BEGIN EXERCISE DATA
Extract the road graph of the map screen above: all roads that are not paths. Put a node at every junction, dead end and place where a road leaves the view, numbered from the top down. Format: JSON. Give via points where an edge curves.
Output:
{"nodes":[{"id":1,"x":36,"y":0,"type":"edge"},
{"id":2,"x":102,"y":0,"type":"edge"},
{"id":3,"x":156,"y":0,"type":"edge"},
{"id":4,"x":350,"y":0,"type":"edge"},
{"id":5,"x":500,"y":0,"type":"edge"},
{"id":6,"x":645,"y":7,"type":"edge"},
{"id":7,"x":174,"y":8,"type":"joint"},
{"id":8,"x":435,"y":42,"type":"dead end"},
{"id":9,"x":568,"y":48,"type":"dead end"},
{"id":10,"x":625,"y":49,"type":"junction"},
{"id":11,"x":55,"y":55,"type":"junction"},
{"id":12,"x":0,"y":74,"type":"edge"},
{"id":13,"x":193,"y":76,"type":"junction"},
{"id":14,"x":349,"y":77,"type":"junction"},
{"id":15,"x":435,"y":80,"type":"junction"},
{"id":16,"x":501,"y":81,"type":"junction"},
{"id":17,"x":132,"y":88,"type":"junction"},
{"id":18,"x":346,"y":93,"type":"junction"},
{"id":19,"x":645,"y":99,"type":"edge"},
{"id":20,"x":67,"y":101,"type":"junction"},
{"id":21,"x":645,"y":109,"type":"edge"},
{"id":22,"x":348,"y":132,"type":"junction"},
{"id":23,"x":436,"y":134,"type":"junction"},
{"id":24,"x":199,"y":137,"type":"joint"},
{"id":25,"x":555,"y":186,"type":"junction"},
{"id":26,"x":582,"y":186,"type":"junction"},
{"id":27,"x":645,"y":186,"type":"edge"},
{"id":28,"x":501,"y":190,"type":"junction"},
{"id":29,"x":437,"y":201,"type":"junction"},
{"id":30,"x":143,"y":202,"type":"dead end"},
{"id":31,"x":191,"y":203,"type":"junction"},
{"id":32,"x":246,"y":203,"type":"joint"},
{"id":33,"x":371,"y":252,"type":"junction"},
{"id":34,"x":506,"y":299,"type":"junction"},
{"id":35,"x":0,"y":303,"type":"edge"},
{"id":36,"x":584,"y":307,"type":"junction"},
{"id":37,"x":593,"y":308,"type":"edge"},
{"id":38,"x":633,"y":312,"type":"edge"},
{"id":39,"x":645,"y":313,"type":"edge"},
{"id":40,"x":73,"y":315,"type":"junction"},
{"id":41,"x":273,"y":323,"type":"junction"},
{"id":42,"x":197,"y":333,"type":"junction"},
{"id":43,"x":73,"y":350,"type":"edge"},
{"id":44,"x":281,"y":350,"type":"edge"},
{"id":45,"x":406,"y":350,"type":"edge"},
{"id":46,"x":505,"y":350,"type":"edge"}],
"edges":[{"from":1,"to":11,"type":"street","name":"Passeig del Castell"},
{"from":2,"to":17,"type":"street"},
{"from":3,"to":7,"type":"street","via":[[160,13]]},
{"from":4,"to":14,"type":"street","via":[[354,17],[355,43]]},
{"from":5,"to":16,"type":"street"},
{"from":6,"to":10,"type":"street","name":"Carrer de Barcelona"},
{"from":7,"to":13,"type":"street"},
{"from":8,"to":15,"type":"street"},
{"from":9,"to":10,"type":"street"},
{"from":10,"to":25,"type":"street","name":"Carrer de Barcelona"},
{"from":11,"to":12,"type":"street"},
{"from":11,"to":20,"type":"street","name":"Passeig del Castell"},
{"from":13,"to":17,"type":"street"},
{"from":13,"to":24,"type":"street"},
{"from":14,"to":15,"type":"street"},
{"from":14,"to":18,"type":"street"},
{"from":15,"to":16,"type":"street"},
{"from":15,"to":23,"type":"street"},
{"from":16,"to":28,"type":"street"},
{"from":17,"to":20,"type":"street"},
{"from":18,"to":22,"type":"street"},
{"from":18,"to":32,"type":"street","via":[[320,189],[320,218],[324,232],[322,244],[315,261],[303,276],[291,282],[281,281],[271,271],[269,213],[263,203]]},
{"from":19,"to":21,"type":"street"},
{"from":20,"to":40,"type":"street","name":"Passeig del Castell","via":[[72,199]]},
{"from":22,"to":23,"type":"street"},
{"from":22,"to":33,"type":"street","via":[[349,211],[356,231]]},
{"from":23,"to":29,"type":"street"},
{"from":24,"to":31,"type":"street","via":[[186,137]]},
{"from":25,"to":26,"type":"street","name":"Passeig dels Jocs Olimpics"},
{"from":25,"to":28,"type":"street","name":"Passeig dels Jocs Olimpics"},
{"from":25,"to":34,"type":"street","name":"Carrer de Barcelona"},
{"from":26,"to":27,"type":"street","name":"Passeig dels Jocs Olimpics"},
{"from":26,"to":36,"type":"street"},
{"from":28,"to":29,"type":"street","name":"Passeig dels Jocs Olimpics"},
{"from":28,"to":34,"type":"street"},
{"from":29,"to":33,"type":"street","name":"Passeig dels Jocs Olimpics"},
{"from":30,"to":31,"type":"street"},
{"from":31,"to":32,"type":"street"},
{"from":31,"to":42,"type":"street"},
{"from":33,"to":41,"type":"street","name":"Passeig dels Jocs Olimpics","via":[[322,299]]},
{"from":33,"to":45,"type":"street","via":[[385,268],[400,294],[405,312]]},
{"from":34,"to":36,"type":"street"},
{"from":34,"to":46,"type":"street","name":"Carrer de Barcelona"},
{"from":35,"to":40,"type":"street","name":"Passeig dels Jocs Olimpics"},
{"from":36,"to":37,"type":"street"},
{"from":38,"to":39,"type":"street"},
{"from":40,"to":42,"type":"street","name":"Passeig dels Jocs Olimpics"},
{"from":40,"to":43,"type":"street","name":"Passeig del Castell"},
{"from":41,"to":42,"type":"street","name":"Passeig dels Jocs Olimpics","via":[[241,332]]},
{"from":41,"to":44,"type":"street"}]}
END EXERCISE DATA
## WORK INSTRUCTIONS
For this exercise, write out all of the data exactly.

## FINAL ANSWER
Extract the road graph of the map screen above: all roads that are not paths. Put a node at every junction, dead end and place where a road leaves the view, numbered from the top down. Format: JSON. Give via points where an edge curves.
Output:
{"nodes":[{"id":1,"x":36,"y":0,"type":"edge"},
{"id":2,"x":102,"y":0,"type":"edge"},
{"id":3,"x":156,"y":0,"type":"edge"},
{"id":4,"x":350,"y":0,"type":"edge"},
{"id":5,"x":500,"y":0,"type":"edge"},
{"id":6,"x":645,"y":7,"type":"edge"},
{"id":7,"x":174,"y":8,"type":"joint"},
{"id":8,"x":435,"y":42,"type":"dead end"},
{"id":9,"x":568,"y":48,"type":"dead end"},
{"id":10,"x":625,"y":49,"type":"junction"},
{"id":11,"x":55,"y":55,"type":"junction"},
{"id":12,"x":0,"y":74,"type":"edge"},
{"id":13,"x":193,"y":76,"type":"junction"},
{"id":14,"x":349,"y":77,"type":"junction"},
{"id":15,"x":435,"y":80,"type":"junction"},
{"id":16,"x":501,"y":81,"type":"junction"},
{"id":17,"x":132,"y":88,"type":"junction"},
{"id":18,"x":346,"y":93,"type":"junction"},
{"id":19,"x":645,"y":99,"type":"edge"},
{"id":20,"x":67,"y":101,"type":"junction"},
{"id":21,"x":645,"y":109,"type":"edge"},
{"id":22,"x":348,"y":132,"type":"junction"},
{"id":23,"x":436,"y":134,"type":"junction"},
{"id":24,"x":199,"y":137,"type":"joint"},
{"id":25,"x":555,"y":186,"type":"junction"},
{"id":26,"x":582,"y":186,"type":"junction"},
{"id":27,"x":645,"y":186,"type":"edge"},
{"id":28,"x":501,"y":190,"type":"junction"},
{"id":29,"x":437,"y":201,"type":"junction"},
{"id":30,"x":143,"y":202,"type":"dead end"},
{"id":31,"x":191,"y":203,"type":"junction"},
{"id":32,"x":246,"y":203,"type":"joint"},
{"id":33,"x":371,"y":252,"type":"junction"},
{"id":34,"x":506,"y":299,"type":"junction"},
{"id":35,"x":0,"y":303,"type":"edge"},
{"id":36,"x":584,"y":307,"type":"junction"},
{"id":37,"x":593,"y":308,"type":"edge"},
{"id":38,"x":633,"y":312,"type":"edge"},
{"id":39,"x":645,"y":313,"type":"edge"},
{"id":40,"x":73,"y":315,"type":"junction"},
{"id":41,"x":273,"y":323,"type":"junction"},
{"id":42,"x":197,"y":333,"type":"junction"},
{"id":43,"x":73,"y":350,"type":"edge"},
{"id":44,"x":281,"y":350,"type":"edge"},
{"id":45,"x":406,"y":350,"type":"edge"},
{"id":46,"x":505,"y":350,"type":"edge"}],
"edges":[{"from":1,"to":11,"type":"street","name":"Passeig del Castell"},
{"from":2,"to":17,"type":"street"},
{"from":3,"to":7,"type":"street","via":[[160,13]]},
{"from":4,"to":14,"type":"street","via":[[354,17],[355,43]]},
{"from":5,"to":16,"type":"street"},
{"from":6,"to":10,"type":"street","name":"Carrer de Barcelona"},
{"from":7,"to":13,"type":"street"},
{"from":8,"to":15,"type":"street"},
{"from":9,"to":10,"type":"street"},
{"from":10,"to":25,"type":"street","name":"Carrer de Barcelona"},
{"from":11,"to":12,"type":"street"},
{"from":11,"to":20,"type":"street","name":"Passeig del Castell"},
{"from":13,"to":17,"type":"street"},
{"from":13,"to":24,"type":"street"},
{"from":14,"to":15,"type":"street"},
{"from":14,"to":18,"type":"street"},
{"from":15,"to":16,"type":"street"},
{"from":15,"to":23,"type":"street"},
{"from":16,"to":28,"type":"street"},
{"from":17,"to":20,"type":"street"},
{"from":18,"to":22,"type":"street"},
{"from":18,"to":32,"type":"street","via":[[320,189],[320,218],[324,232],[322,244],[315,261],[303,276],[291,282],[281,281],[271,271],[269,213],[263,203]]},
{"from":19,"to":21,"type":"street"},
{"from":20,"to":40,"type":"street","name":"Passeig del Castell","via":[[72,199]]},
{"from":22,"to":23,"type":"street"},
{"from":22,"to":33,"type":"street","via":[[349,211],[356,231]]},
{"from":23,"to":29,"type":"street"},
{"from":24,"to":31,"type":"street","via":[[186,137]]},
{"from":25,"to":26,"type":"street","name":"Passeig dels Jocs Olimpics"},
{"from":25,"to":28,"type":"street","name":"Passeig dels Jocs Olimpics"},
{"from":25,"to":34,"type":"street","name":"Carrer de Barcelona"},
{"from":26,"to":27,"type":"street","name":"Passeig dels Jocs Olimpics"},
{"from":26,"to":36,"type":"street"},
{"from":28,"to":29,"type":"street","name":"Passeig dels Jocs Olimpics"},
{"from":28,"to":34,"type":"street"},
{"from":29,"to":33,"type":"street","name":"Passeig dels Jocs Olimpics"},
{"from":30,"to":31,"type":"street"},
{"from":31,"to":32,"type":"street"},
{"from":31,"to":42,"type":"street"},
{"from":33,"to":41,"type":"street","name":"Passeig dels Jocs Olimpics","via":[[322,299]]},
{"from":33,"to":45,"type":"street","via":[[385,268],[400,294],[405,312]]},
{"from":34,"to":36,"type":"street"},
{"from":34,"to":46,"type":"street","name":"Carrer de Barcelona"},
{"from":35,"to":40,"type":"street","name":"Passeig dels Jocs Olimpics"},
{"from":36,"to":37,"type":"street"},
{"from":38,"to":39,"type":"street"},
{"from":40,"to":42,"type":"street","name":"Passeig dels Jocs Olimpics"},
{"from":40,"to":43,"type":"street","name":"Passeig del Castell"},
{"from":41,"to":42,"type":"street","name":"Passeig dels Jocs Olimpics","via":[[241,332]]},
{"from":41,"to":44,"type":"street"}]}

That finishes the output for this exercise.